HONG KONG • A man handing out leaflets for a Hong Kong pro-democracy protest was yesterday attacked by a knife-wielding assailant who slashed his neck and abdomen, days after a leading activist was left bloodied in another attack.
The injured 19-year-old, wearing black clothes and a black face mask, was knifed yesterday afternoon near one of the large Lennon Walls in the north-eastern Tai Po district, police said.
Local media images showed the man severely injured, with his inner organs visible where his abdomen had been cut.
Video footage posted on social media showed another man, shortly after the attack, holding a knife and shouting: "Hong Kong is part of China... (You) messed up Hong Kong".
Police confirmed a 22-year-old man has been arrested.
The victim was conscious when he was rushed to the hospital.
The victim's friend told media at the scene: "The man suddenly rushed to my friend and slashed (him) in the neck... After that, he fell down and was stabbed in the abdomen with a knife."
Lennon Walls, plastered with colourful sticky notes, posters and slogans, have appeared in more than a hundred locations around Hong Kong during recent months.
Though the walls are seen as a peaceful form of protest, they have become flashpoints for violence.
Last Wednesday, Mr Jimmy Sham - a leading face of Hong Kong's pro-democracy movement - was taken to the hospital covered in blood after being attacked with hammers by unidentified thugs.
The Civil Human Rights Front, which Mr Sham leads, had applied for permission to hold a peaceful rally today, calling for an independent inquiry into police brutality and universal suffrage, but their request was rejected by the police.

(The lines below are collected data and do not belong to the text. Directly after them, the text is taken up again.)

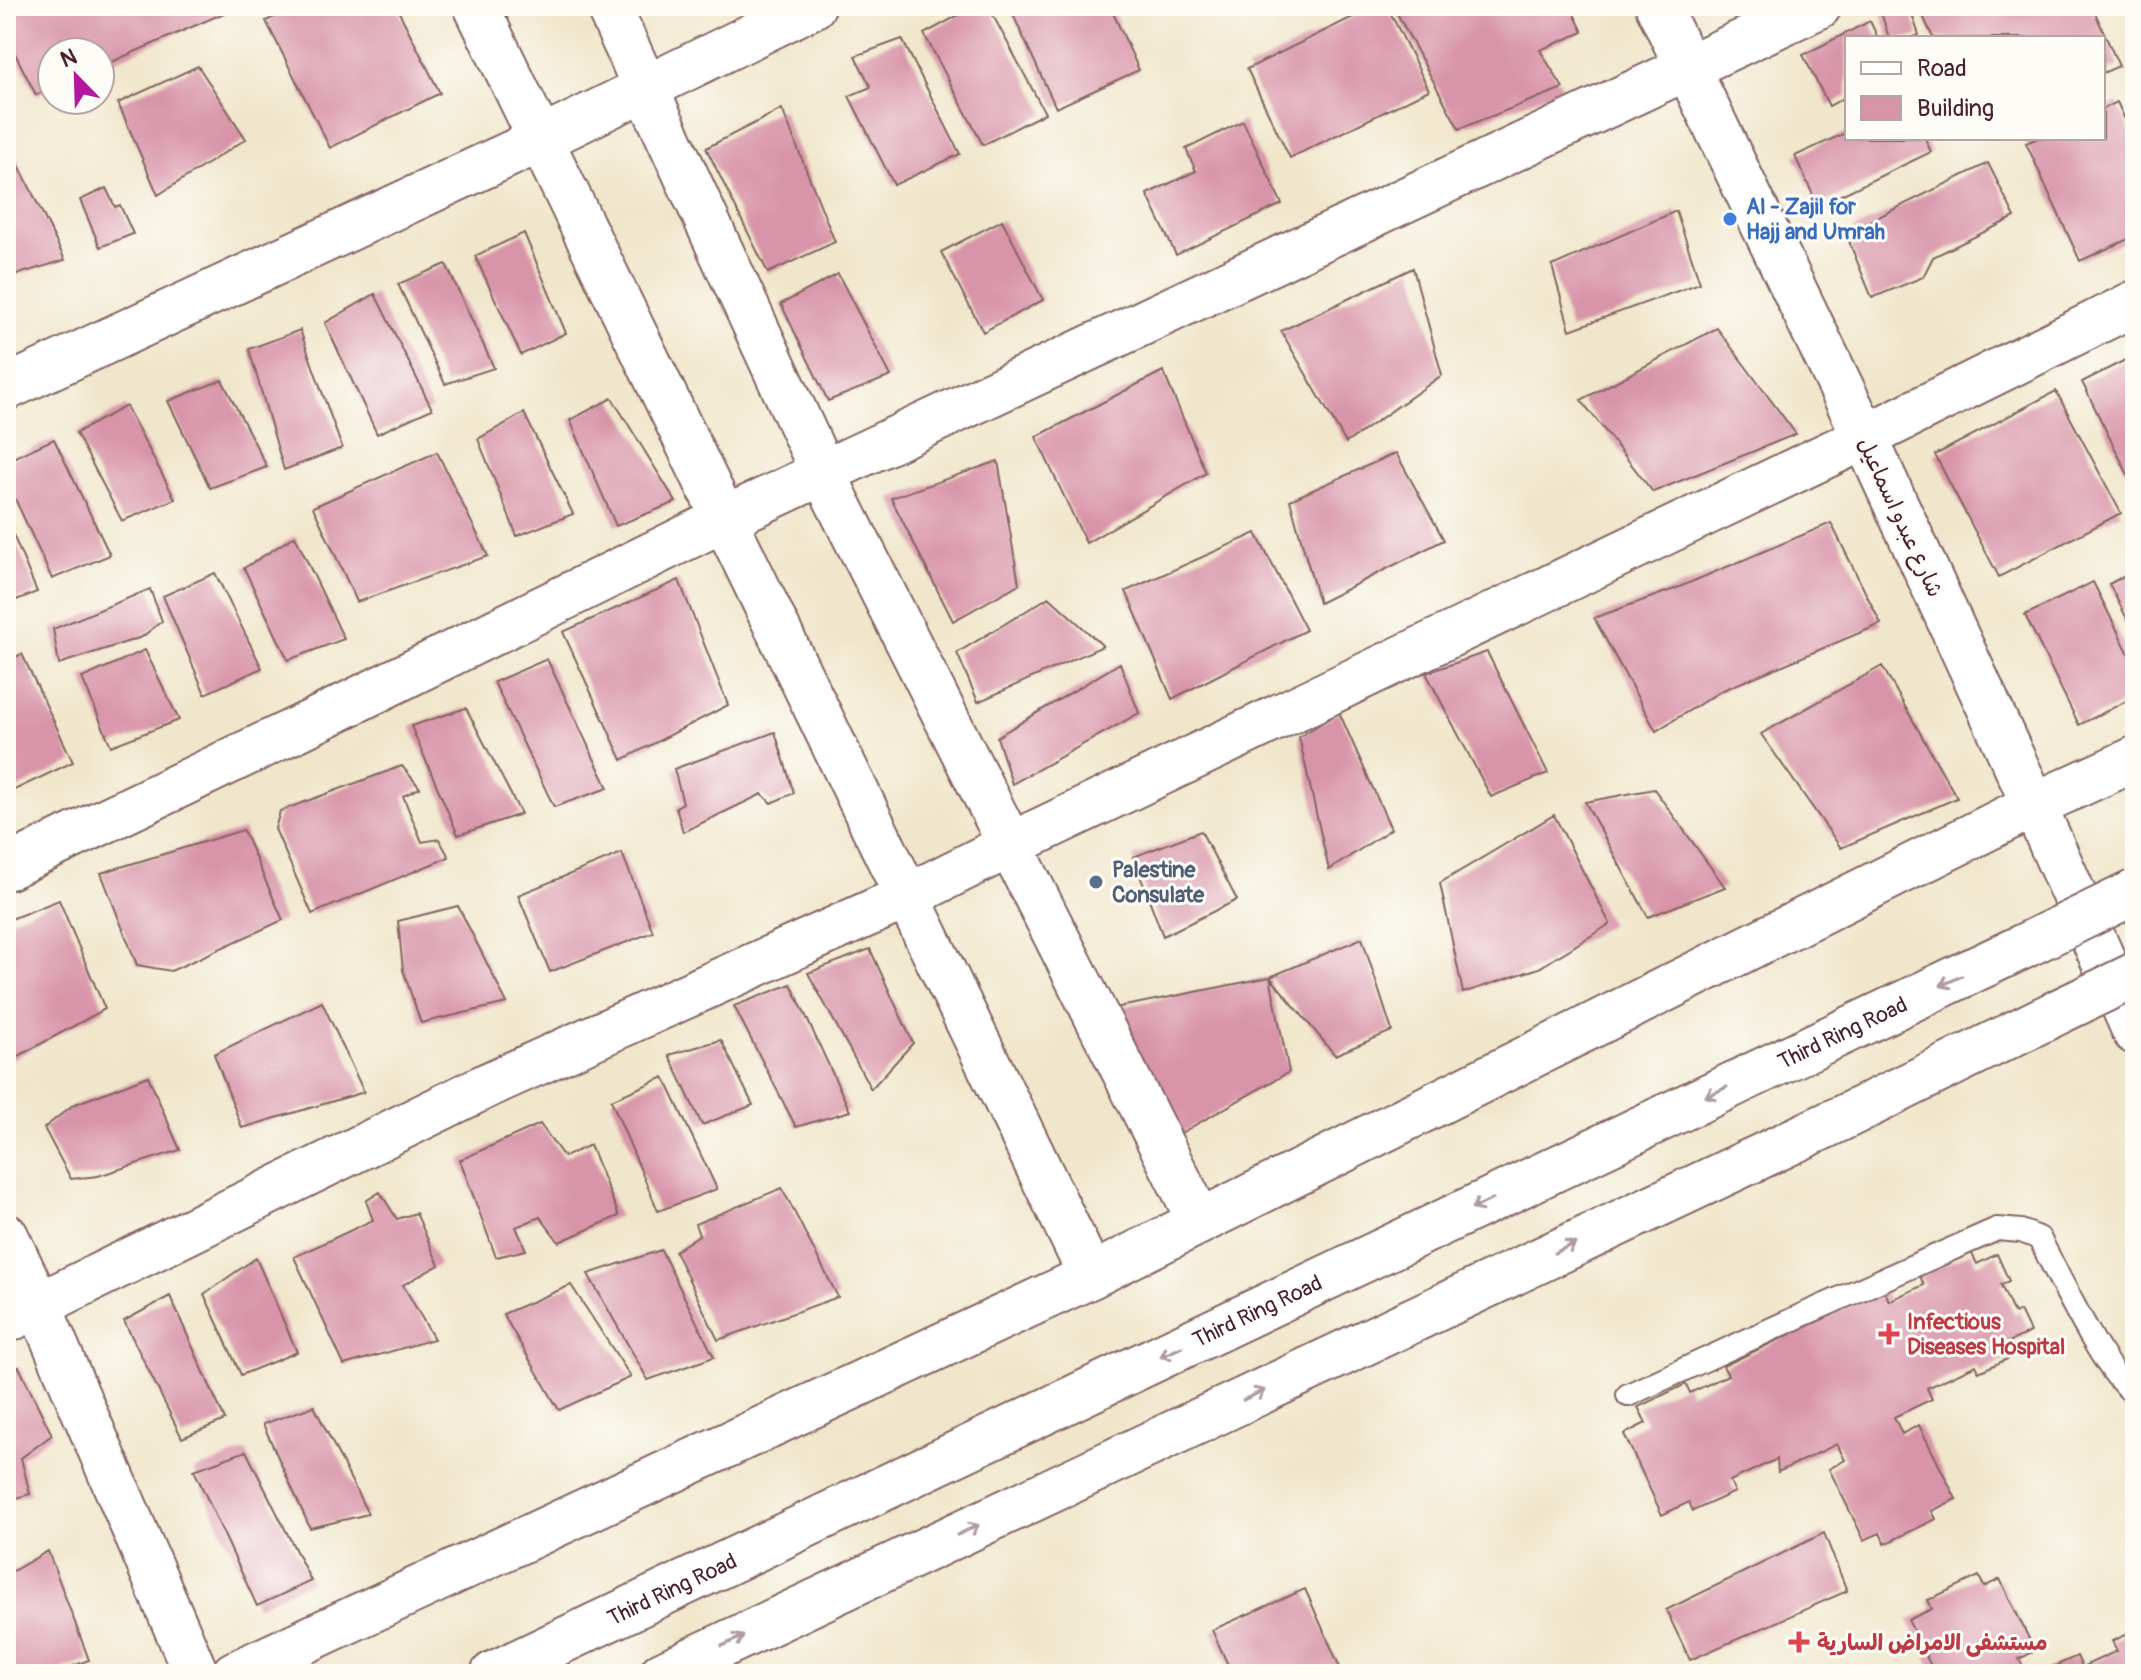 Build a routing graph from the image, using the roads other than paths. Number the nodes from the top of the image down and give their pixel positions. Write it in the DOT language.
graph roads {
  1 [pos="476,6"];
  2 [pos="608,6"];
  3 [pos="813,6"];
  4 [pos="1658,6"];
  5 [pos="1819,6"];
  6 [pos="1688,69"];
  7 [pos="645,87"];
  8 [pos="542,139"];
  9 [pos="2135,303"];
  10 [pos="6,388"];
  11 [pos="1865,437"];
  12 [pos="823,473"];
  13 [pos="724,519"];
  14 [pos="2135,759"];
  15 [pos="2034,805"];
  16 [pos="1010,845"];
  17 [pos="6,868"];
  18 [pos="2135,892"];
  19 [pos="908,896"];
  20 [pos="2135,975"];
  21 [pos="2135,1032"];
  22 [pos="1199,1220"];
  23 [pos="6,1236"];
  24 [pos="1091,1276"];
  25 [pos="22,1314"];
  26 [pos="2135,1393"];
  27 [pos="1628,1395"];
  28 [pos="196,1674"];
  29 [pos="234,1674"];
  30 [pos="493,1674"];
  31 [pos="662,1674"];
  1 -- 8 [label="main road"];
  2 -- 7 [label="main road"];
  3 -- 7 [label="main road"];
  4 -- 6 [label="main road, شارع عبدو اسماعيل"];
  5 -- 6 [label="main road"];
  6 -- 11 [label="main road, شارع عبدو اسماعيل"];
  6 -- 12 [label="main road"];
  7 -- 8 [label="main road"];
  7 -- 12 [label="main road"];
  8 -- 10 [label="main road"];
  8 -- 13 [label="main road"];
  9 -- 11 [label="main road"];
  11 -- 15 [label="main road, شارع عبدو اسماعيل"];
  11 -- 16 [label="main road"];
  12 -- 13 [label="main road"];
  12 -- 16 [label="main road"];
  13 -- 17 [label="main road"];
  13 -- 19 [label="main road"];
  14 -- 15 [label="main road"];
  15 -- 21 [label="main road, شارع عبدو اسماعيل"];
  15 -- 22 [label="main road"];
  16 -- 19 [label="main road"];
  16 -- 22 [label="main road"];
  18 -- 30 [label="main road, Third Ring Road, one-way, bridge"];
  19 -- 24 [label="main road"];
  19 -- 25 [label="main road"];
  31 -- 20 [label="main road, one-way, bridge"];
  22 -- 24 [label="main road"];
  23 -- 25 [label="main road"];
  24 -- 29 [label="main road"];
  25 -- 28 [label="main road"];
  26 -- 27 [label="lane"];
} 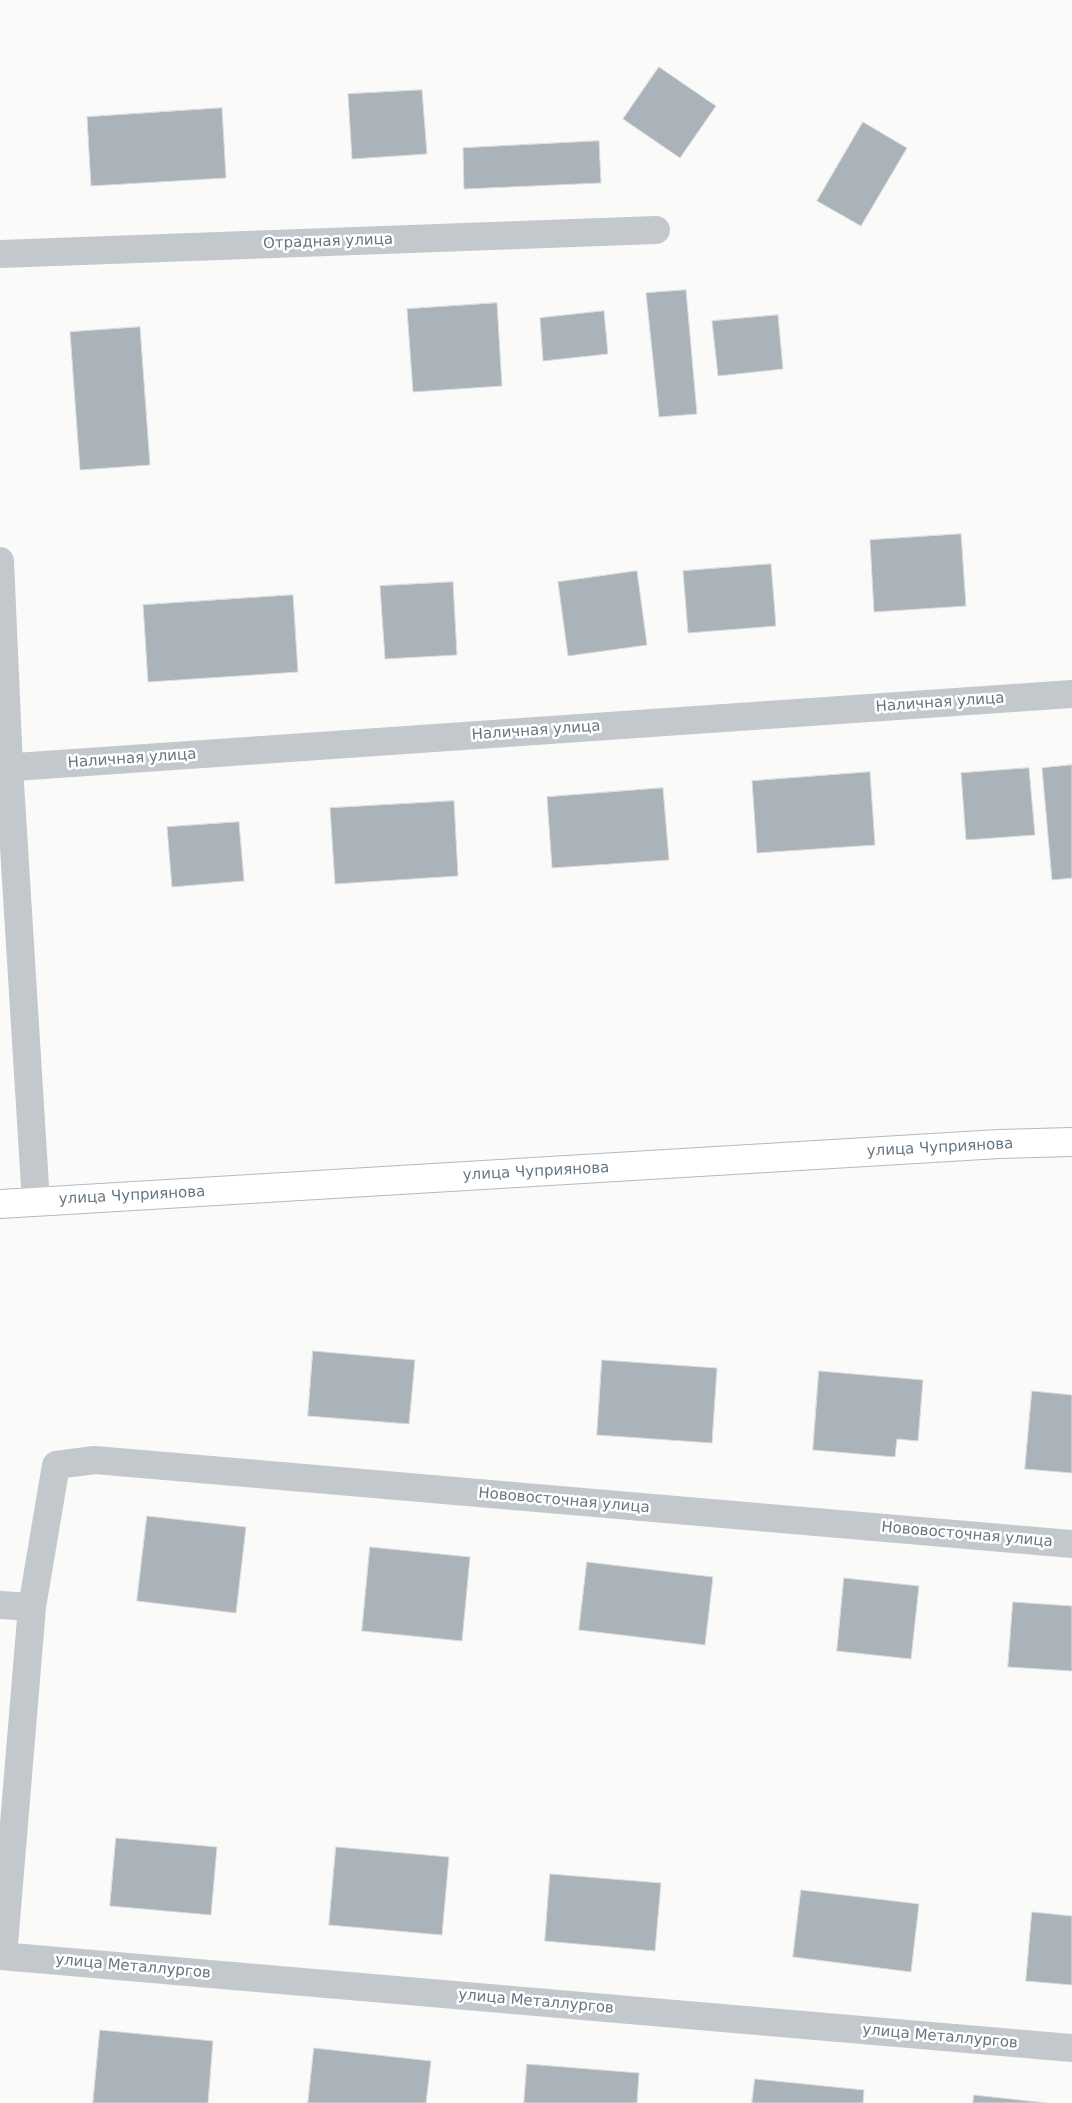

Despite the ban, the march is still expected to take place.
Campaigner Leung Kwok Hung said yesterday: "We urge the Hong Kong people to... assemble peacefully, march peacefully, in order to show the whole world we are still eager for the five demands."
Hong Kong's more than four months of huge and increasingly violent protests were initially sparked by a now-scrapped Bill that would have allowed extraditions to mainland China, as well as Taiwan and Macau.
The case of a Hong Kong man accused of murdering his girlfriend in Taiwan before fleeing back to Hong Kong was held up as an example that such a Bill was needed.
Late last Friday, the man, Chan Tong Kai, who has been jailed for 18 months in Hong Kong for money laundering over the use of the woman's cash and property, wrote to Hong Kong Chief Executive Carrie Lam, saying he would "surrender himself to Taiwan" upon his release, which could be as soon as this week. Chan is wanted in Taiwan for allegedly killing his pregnant girlfriend Poon Hiu-wing in Taipei in February last year.
Mrs Lam said in an interview yesterday with broadcaster RTHK that this was a relief, as it could bring an end to the case. She also said that the police had used appropriate force in handling the protests.
More than 2,600 people have been arrested since the protests escalated in June.
Mrs Lam last week rejected two of the protesters' five core demands: universal suffrage and amnesty for those charged during the demonstrations, saying the latter would be illegal and the former was beyond her power.